# [EXERCISE INSTRUCTIONS]
Every entry is to be returned unchanged, and no picture is to be included.

Stored data entries:

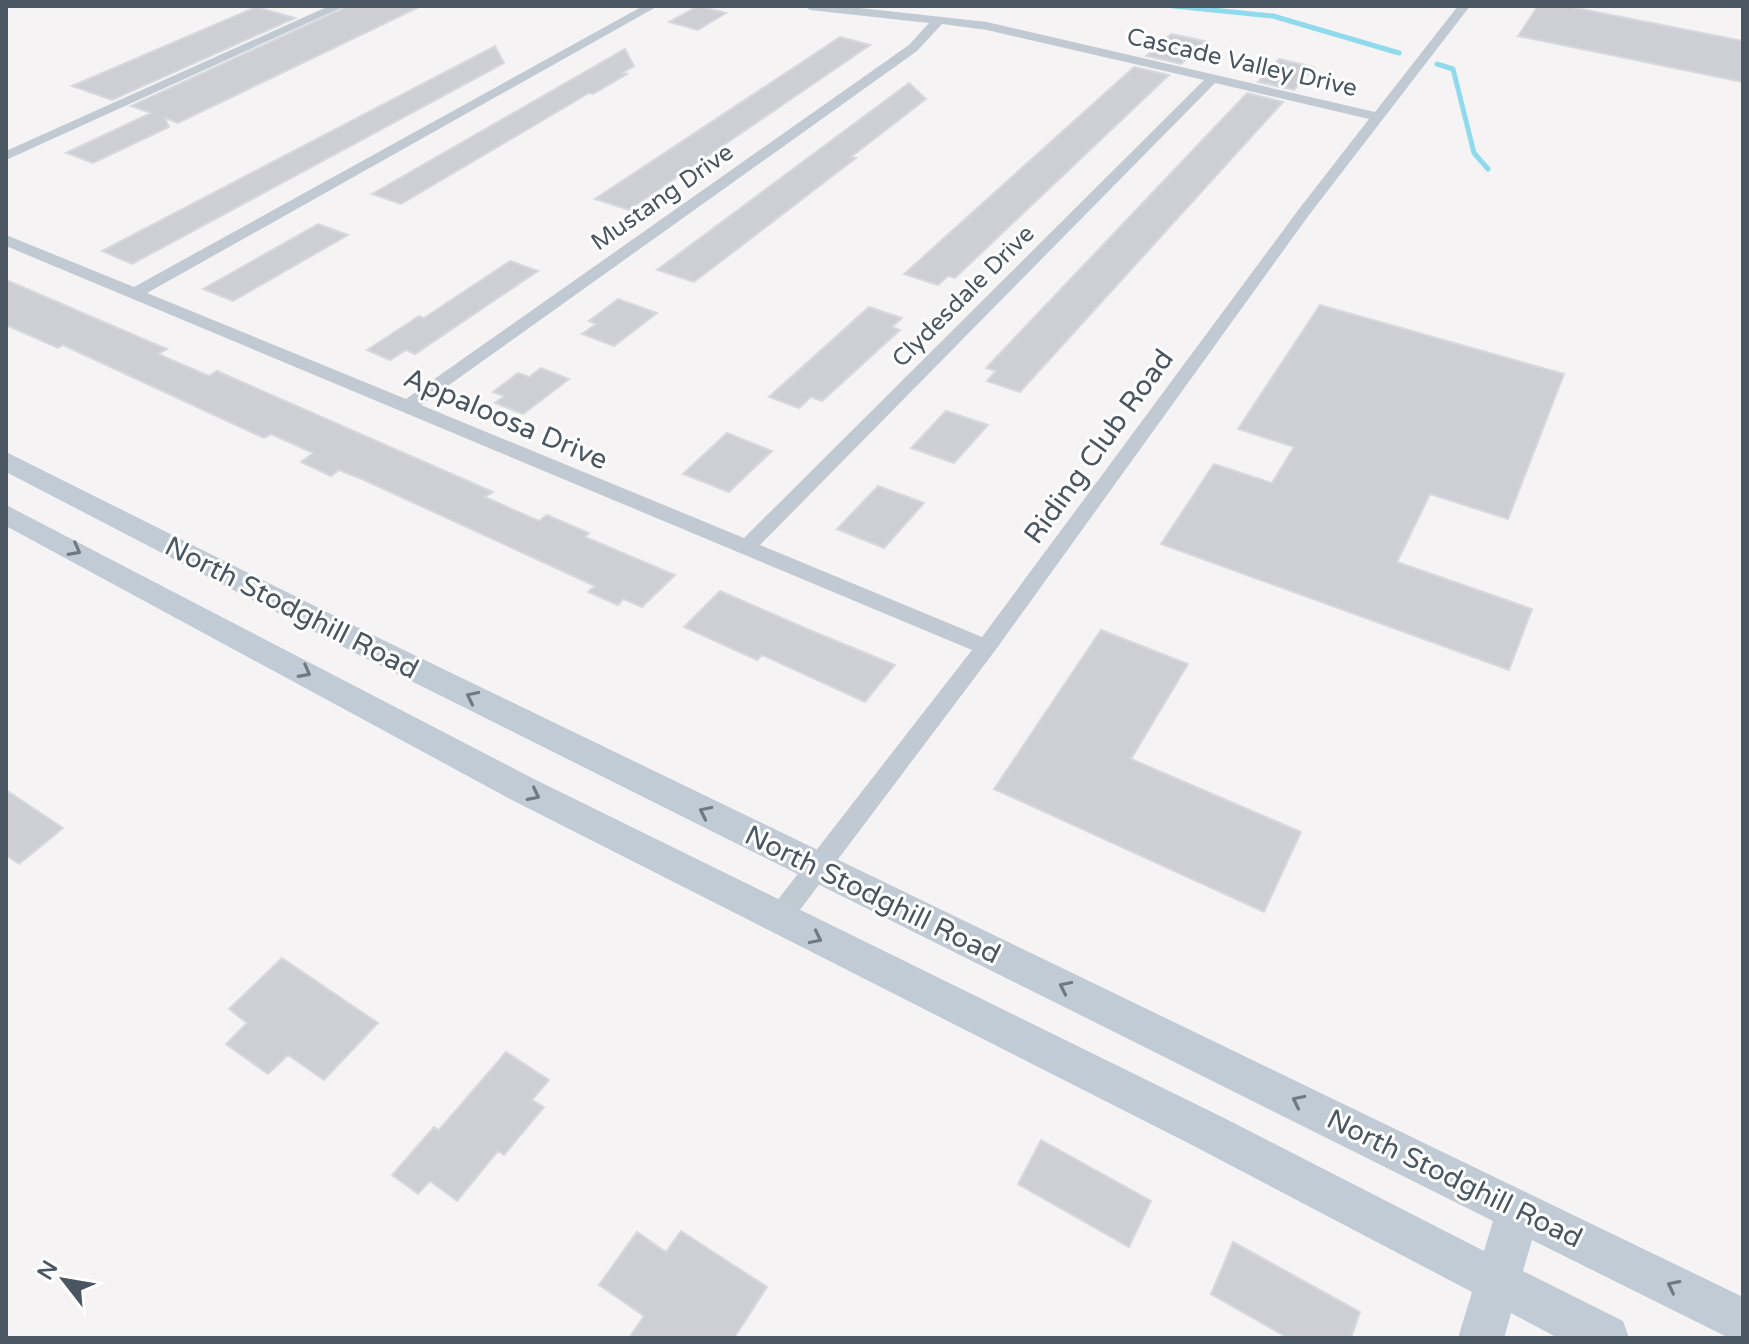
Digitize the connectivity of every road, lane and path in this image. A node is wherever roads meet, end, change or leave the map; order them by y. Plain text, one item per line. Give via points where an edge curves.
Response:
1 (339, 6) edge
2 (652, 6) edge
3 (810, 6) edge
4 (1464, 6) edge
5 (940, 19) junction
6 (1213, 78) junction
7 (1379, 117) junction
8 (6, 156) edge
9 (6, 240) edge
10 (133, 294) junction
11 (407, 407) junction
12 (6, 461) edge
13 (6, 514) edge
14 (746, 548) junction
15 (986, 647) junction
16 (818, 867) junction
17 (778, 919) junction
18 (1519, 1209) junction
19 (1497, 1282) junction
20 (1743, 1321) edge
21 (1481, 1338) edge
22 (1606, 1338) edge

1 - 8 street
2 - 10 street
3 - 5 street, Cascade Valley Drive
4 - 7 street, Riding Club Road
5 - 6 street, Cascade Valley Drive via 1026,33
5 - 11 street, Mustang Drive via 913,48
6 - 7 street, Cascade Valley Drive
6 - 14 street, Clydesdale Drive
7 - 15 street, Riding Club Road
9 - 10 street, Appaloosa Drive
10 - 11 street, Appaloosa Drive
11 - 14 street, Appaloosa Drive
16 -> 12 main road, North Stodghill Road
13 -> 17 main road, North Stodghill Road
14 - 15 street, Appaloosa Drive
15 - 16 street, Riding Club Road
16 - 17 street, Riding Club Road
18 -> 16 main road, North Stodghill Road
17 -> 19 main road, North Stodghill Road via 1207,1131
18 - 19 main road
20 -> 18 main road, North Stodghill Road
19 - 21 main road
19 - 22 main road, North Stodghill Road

# [TASK OUTPUT]
Digitize the connectivity of every road, lane and path in this image. A node is wherever roads meet, end, change or leave the map; order them by y. Plain text, one item per line. Give via points where an edge curves.
Response:
1 (339, 6) edge
2 (652, 6) edge
3 (810, 6) edge
4 (1464, 6) edge
5 (940, 19) junction
6 (1213, 78) junction
7 (1379, 117) junction
8 (6, 156) edge
9 (6, 240) edge
10 (133, 294) junction
11 (407, 407) junction
12 (6, 461) edge
13 (6, 514) edge
14 (746, 548) junction
15 (986, 647) junction
16 (818, 867) junction
17 (778, 919) junction
18 (1519, 1209) junction
19 (1497, 1282) junction
20 (1743, 1321) edge
21 (1481, 1338) edge
22 (1606, 1338) edge

1 - 8 street
2 - 10 street
3 - 5 street, Cascade Valley Drive
4 - 7 street, Riding Club Road
5 - 6 street, Cascade Valley Drive via 1026,33
5 - 11 street, Mustang Drive via 913,48
6 - 7 street, Cascade Valley Drive
6 - 14 street, Clydesdale Drive
7 - 15 street, Riding Club Road
9 - 10 street, Appaloosa Drive
10 - 11 street, Appaloosa Drive
11 - 14 street, Appaloosa Drive
16 -> 12 main road, North Stodghill Road
13 -> 17 main road, North Stodghill Road
14 - 15 street, Appaloosa Drive
15 - 16 street, Riding Club Road
16 - 17 street, Riding Club Road
18 -> 16 main road, North Stodghill Road
17 -> 19 main road, North Stodghill Road via 1207,1131
18 - 19 main road
20 -> 18 main road, North Stodghill Road
19 - 21 main road
19 - 22 main road, North Stodghill Road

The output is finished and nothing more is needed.